No we require your info on charging and batterys,i do know things change faster than my brain allows,keep up the good work.


----------



## Nabsim (Mar 24, 2018)

As induction hobs have been mentioned I have another two questions, (would usually google first but seems I dont know a lot of the right terms yet for mh stuff) 
1. can you get 12 volt induction or  would you need invertor/ehu?
2. can you get an induction oven?

Not really sure I want the answers though as I am still struggling to come to terms with a fridge can be a grand or more


----------



## trevskoda (Mar 24, 2018)

Nabsim said:


> As induction hobs have been mentioned I have another two questions, (would usually google first but seems I dont know a lot of the right terms yet for mh stuff)
> 1. can you get 12 volt induction or  would you need invertor/ehu?
> 2. can you get an induction oven?
> 
> Not really sure I want the answers though as I am still struggling to come to terms with a fridge can be a grand or more



inverter/ehu 230v only


----------



## wildebus (Mar 24, 2018)

Nabsim said:


> As induction hobs have been mentioned I have another two questions, (would usually google first but seems I dont know a lot of the right terms yet for mh stuff)
> 1. can you get 12 volt induction or  would you need invertor/ehu?
> 2. can you get an induction oven?
> 
> Not really sure I want the answers though as I am still struggling to come to terms with a fridge can be a grand or more



To follow on from Trevs reply, Inverter should be Pure Sine Wave.

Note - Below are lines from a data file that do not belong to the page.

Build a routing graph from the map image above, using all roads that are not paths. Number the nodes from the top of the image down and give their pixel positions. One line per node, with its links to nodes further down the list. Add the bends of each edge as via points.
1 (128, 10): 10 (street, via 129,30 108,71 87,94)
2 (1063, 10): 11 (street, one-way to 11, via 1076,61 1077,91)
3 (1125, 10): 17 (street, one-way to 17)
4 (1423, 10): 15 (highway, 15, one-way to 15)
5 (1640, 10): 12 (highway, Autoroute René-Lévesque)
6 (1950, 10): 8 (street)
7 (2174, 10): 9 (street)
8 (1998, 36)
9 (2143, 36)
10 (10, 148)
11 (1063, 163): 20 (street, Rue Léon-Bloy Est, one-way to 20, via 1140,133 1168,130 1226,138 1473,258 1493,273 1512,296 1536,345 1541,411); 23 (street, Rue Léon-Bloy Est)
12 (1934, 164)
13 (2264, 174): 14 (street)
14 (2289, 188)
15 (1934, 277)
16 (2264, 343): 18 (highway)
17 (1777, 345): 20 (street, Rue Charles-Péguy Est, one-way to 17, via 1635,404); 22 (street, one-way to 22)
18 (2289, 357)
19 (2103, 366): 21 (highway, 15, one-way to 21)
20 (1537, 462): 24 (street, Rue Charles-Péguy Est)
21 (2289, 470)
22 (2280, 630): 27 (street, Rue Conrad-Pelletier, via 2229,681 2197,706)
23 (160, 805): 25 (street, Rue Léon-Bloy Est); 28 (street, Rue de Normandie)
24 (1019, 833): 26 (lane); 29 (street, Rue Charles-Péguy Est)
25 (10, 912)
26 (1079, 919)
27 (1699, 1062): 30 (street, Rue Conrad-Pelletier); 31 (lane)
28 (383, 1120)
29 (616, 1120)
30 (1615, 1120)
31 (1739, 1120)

And I am sure answer to point 2 is No, as they work on Magnetism  (which is why aluminium pans won't work on them)


----------



## trevskoda (Mar 24, 2018)

wildebus said:


> To follow on from Trevs reply, Inverter should be Pure Sine Wave.
> 
> And I am sure answer to point 2 is No, as they work on Magnetism  (which is why aluminium pans won't work on them)



Correct and also a full earth type full insulated transformer and not el cheapo.


----------



## barlicker (Mar 25, 2018)

Ed on Toast said:


> I think you have launched into something that had no reference to you or your input.
> 
> Try taking a breath and re-read what was actually posted and we can all continue to benefit from your obvious accurate depth of knowledge.
> 
> :dance:



The question was about gel batteries not carbon gel which is a different subject altogether, however battery design is moving on quite rapidly now and not before time. Within the next 3 to 4 years and without the oil industries intervention we will see a rapid rise in battery use and innovation.


----------



## Deleted member 62288 (Mar 25, 2018)

*I've just purchased a couple of these :*

I started a thread a few weeks back about choosing the best replacement batteries. (Which I will update when I have made more progress on the install).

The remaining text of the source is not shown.